This picture is super-sized only so you can get a tiny semblance of scanability out of it. In fact, most of the dinner pictures I took in New York are plagued by darkness. The Bowery Hotel has presumably been updated and reopened in the last couple years [note: no research whatsoever] because it’s incredibly dark, irrepressibly retro, and packed with a carefully curated collection of ironically hip furnishings, nicknacks and customers. Here you can just make out the bookshelves in the the back by the bathroom, through the velvet drapes. The bathroom preserves the original urinals and tile details, which are cool. In a lesser establishment, the bathroom could look grubby. Here, it’s just too cool.
Cuz and I were just stopping for a drink before dinner at the nearby DBGB, itself another harbinger of the creeping gentrification creeping over the Bowery (ironic club reference be damned). This is the bar; only hotel guests, or at least people who look suitably cool, get to lounge on the abundant sofas in the big lobby. Perhaps if we looked better we would have gotten to do that? The bartender did a good line in not serving us for a while, which I also understand is par for the house.

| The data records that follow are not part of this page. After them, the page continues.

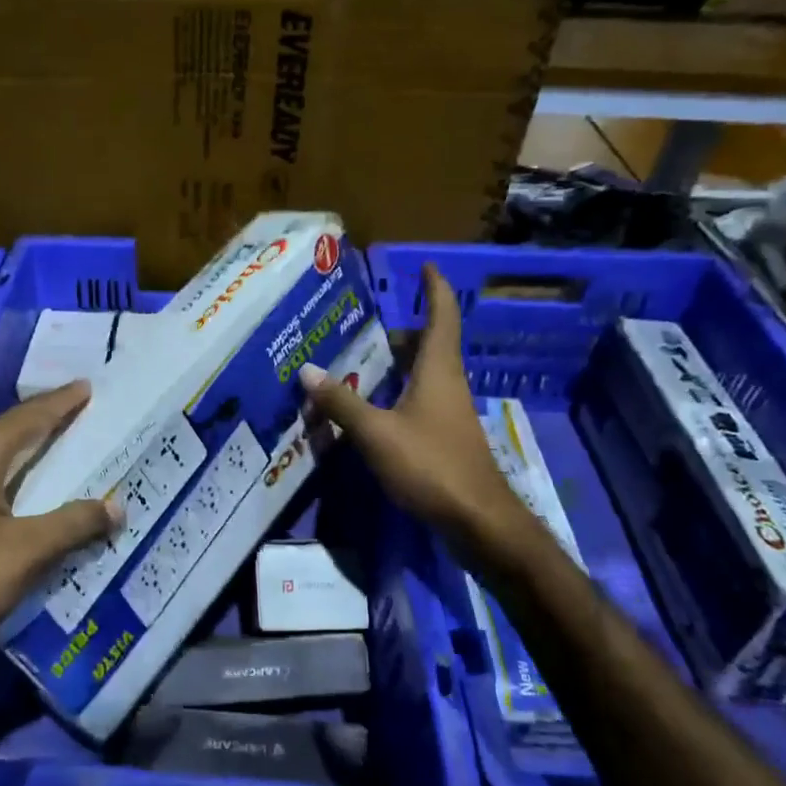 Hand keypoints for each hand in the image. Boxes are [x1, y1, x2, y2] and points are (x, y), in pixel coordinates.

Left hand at [0, 382, 120, 706]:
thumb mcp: (24, 553)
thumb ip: (73, 525)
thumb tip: (117, 505)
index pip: (29, 417)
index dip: (61, 402)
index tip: (87, 386)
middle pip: (5, 430)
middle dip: (41, 419)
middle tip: (76, 412)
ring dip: (20, 448)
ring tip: (50, 447)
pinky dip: (2, 476)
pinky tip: (11, 496)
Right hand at [297, 263, 540, 548]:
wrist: (478, 519)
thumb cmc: (431, 465)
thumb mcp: (377, 433)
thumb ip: (342, 403)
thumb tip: (307, 371)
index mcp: (438, 370)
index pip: (442, 315)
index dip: (434, 288)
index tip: (426, 265)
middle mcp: (448, 383)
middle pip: (431, 344)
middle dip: (403, 332)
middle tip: (367, 328)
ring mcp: (450, 412)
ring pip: (426, 373)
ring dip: (400, 363)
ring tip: (362, 363)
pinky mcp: (447, 437)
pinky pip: (422, 399)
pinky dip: (400, 392)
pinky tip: (375, 408)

Eventually I had this little number, which was notable for the lavender syrup and cherry (sorry, the menu isn’t online, so I can’t tell you the name) as well as how quickly it dilluted. $16 doesn’t buy what it used to on the Bowery, and as far as my introduction to the whole curated-boutique-artisan cocktail scene goes, this was better on paper than in the glass. Cuz just had a beer, a German beer whose name I’ve forgotten.
One thing your $16 does buy though is nuts (best thing about the new hip monkey bartenders on the Bowery, they’ll work for almonds and pistachios!). And they were very good nuts. It’s nice once in a while to be outside Japan and realize that the price of the nuts is just baked into the overpriced drinks, not explicitly called out in the seating charge.
I’m not saying anything much here, am I? It’s just a hip hotel, and a hip bar, and if you can’t pull the attitude and pay the prices, it’s better to stay away so you don’t end up with a rambling, half-grumpy review.